Thank you for sharing your opinions, Jacky, Maxim, Holden, Jungtaek, Yi,
Tom, Gabor, Felix.
I also want to include both `New Features` and `Improvements` together
according to the above discussion.
When I checked the item status as of today, it looked like the following.
In short, I removed K8s GA and DSv2 Stabilization explicitly from ON-TRACK
list according to the given concerns. For those items, we can try to build
a consensus for Apache Spark 3.2 (June 2021) or later.
ON-TRACK
1. Support Scala 2.13 (SPARK-25075)
2. Use Apache Hadoop 3.2 by default for better cloud support (SPARK-32058)
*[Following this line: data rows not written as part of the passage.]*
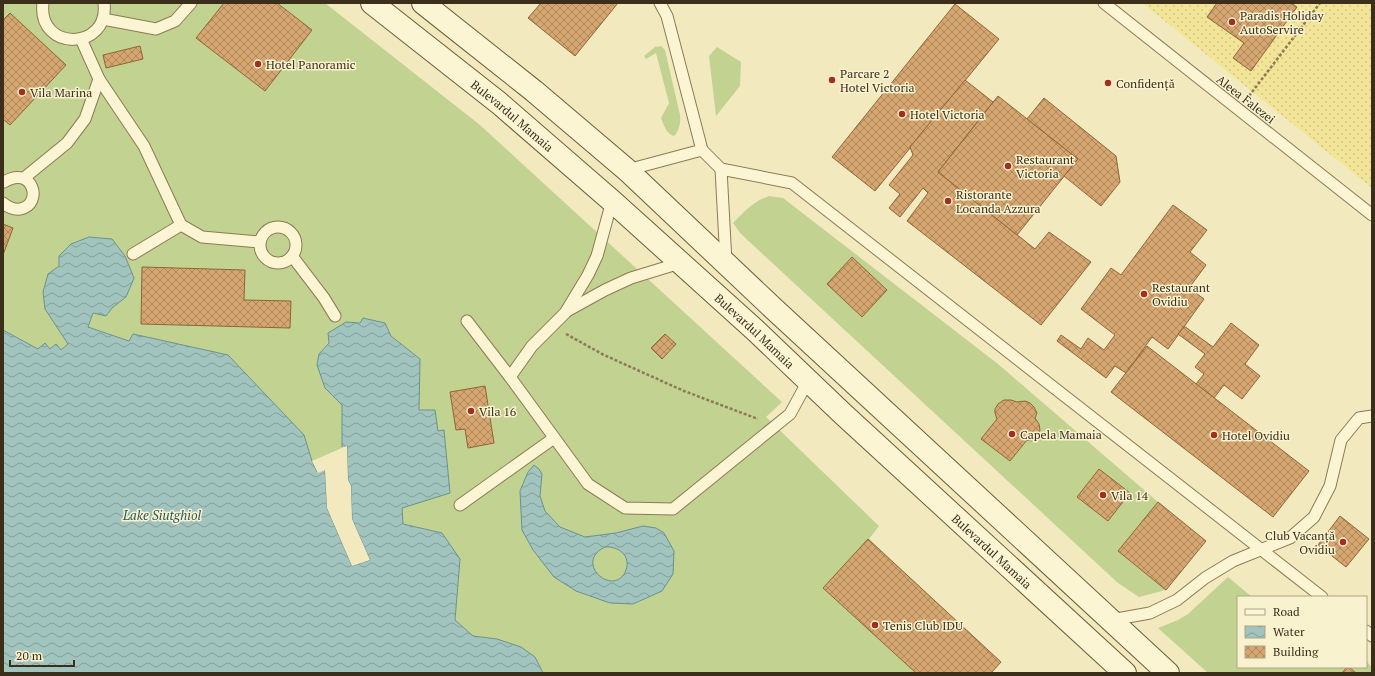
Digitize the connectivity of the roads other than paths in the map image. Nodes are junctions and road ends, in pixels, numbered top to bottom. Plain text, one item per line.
1 (43, 3) edge
2 (104, 3) edge
3 (191, 3) edge
4 (372, 3) edge
5 (423, 3) edge
6 (660, 3) edge
7 (1104, 3) edge
8 (103, 19) junction
9 (81, 39) junction
10 (99, 79) junction
11 (702, 150) junction
12 (721, 169) junction
13 (627, 170) junction
14 (24, 178) junction
15 (3, 180) edge
16 (612, 201) junction
17 (3, 202) edge
18 (1372, 215) edge
19 (181, 225) junction
20 (260, 242) junction
21 (133, 254) dead end
22 (292, 256) junction
23 (680, 263) junction
24 (726, 263) junction
25 (565, 312) junction
26 (335, 316) dead end
27 (467, 321) dead end
28 (510, 378) junction
29 (808, 381) junction
30 (1372, 416) edge
31 (554, 438) junction
32 (460, 505) dead end
33 (1261, 549) junction
34 (1321, 596) edge
35 (1110, 620) junction
36 (1125, 673) edge
37 (1168, 673) edge

1 - 9 lane
2 - 8 lane
3 - 8 lane
4 - 16 main road, Bulevardul Mamaia
5 - 13 main road
6 - 11 lane
7 - 18 lane, Aleea Falezei
8 - 9 lane
9 - 10 lane
10 - 14 lane
10 - 19 lane
11 - 12 lane
11 - 13 lane
12 - 24 lane
12 - 33 lane
13 - 24 main road
14 - 15 lane
14 - 17 lane
16 - 23 main road, Bulevardul Mamaia
16 - 25 lane
19 - 20 lane
19 - 21 lane
20 - 22 lane
20 - 22 lane
22 - 26 lane
23 - 25 lane
23 - 29 main road, Bulevardul Mamaia
24 - 35 main road
25 - 28 lane
27 - 28 lane
28 - 31 lane
29 - 31 lane
29 - 36 main road, Bulevardul Mamaia
30 - 33 lane
31 - 32 lane
33 - 34 lane
33 - 35 lane
35 - 37 main road

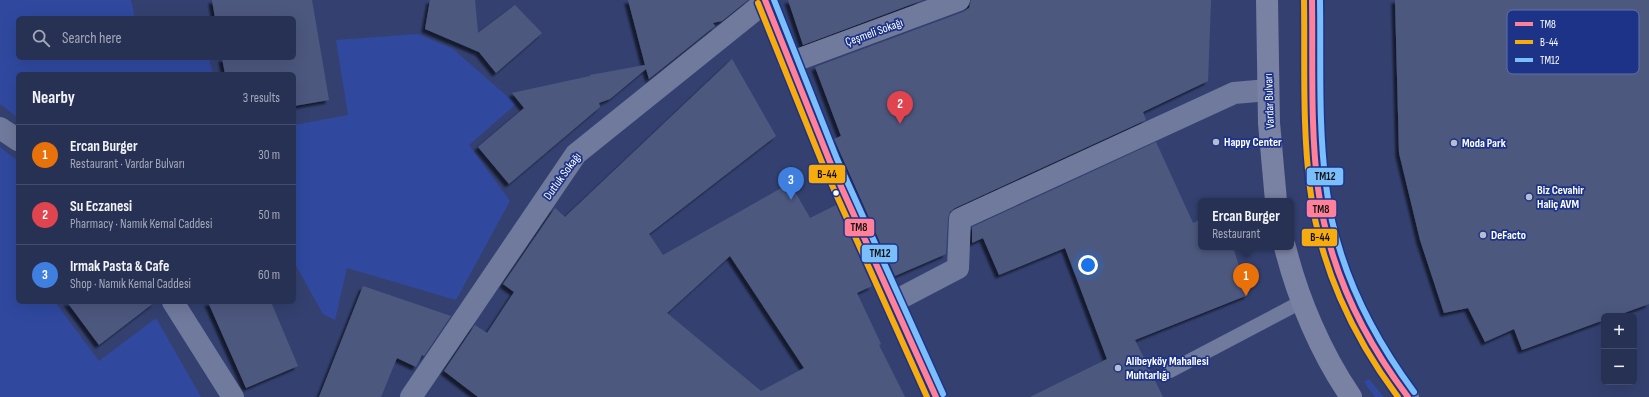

3. Stage Level Scheduling (SPARK-27495)
4. Support filter pushdown more (CSV is already shipped by SPARK-30323 in
3.0)
- Support filters pushdown to JSON (SPARK-30648 in 3.1)
- Support filters pushdown to Avro (SPARK-XXX in 3.1)
- Support nested attributes of filters pushed down to JSON
5. Support JDBC Kerberos w/ keytab (SPARK-12312)
NICE TO HAVE OR DEFERRED TO APACHE SPARK 3.2
1. Declaring Kubernetes Scheduler GA
- Should we also consider the shuffle service refactoring to support
pluggable storage engines as targeting the 3.1 release? (Holden)
- I think pluggable storage in shuffle is essential for k8s GA (Felix)
- Use remote storage for persisting shuffle data (SPARK-25299)
2. DSv2 Stabilization? (The followings and more)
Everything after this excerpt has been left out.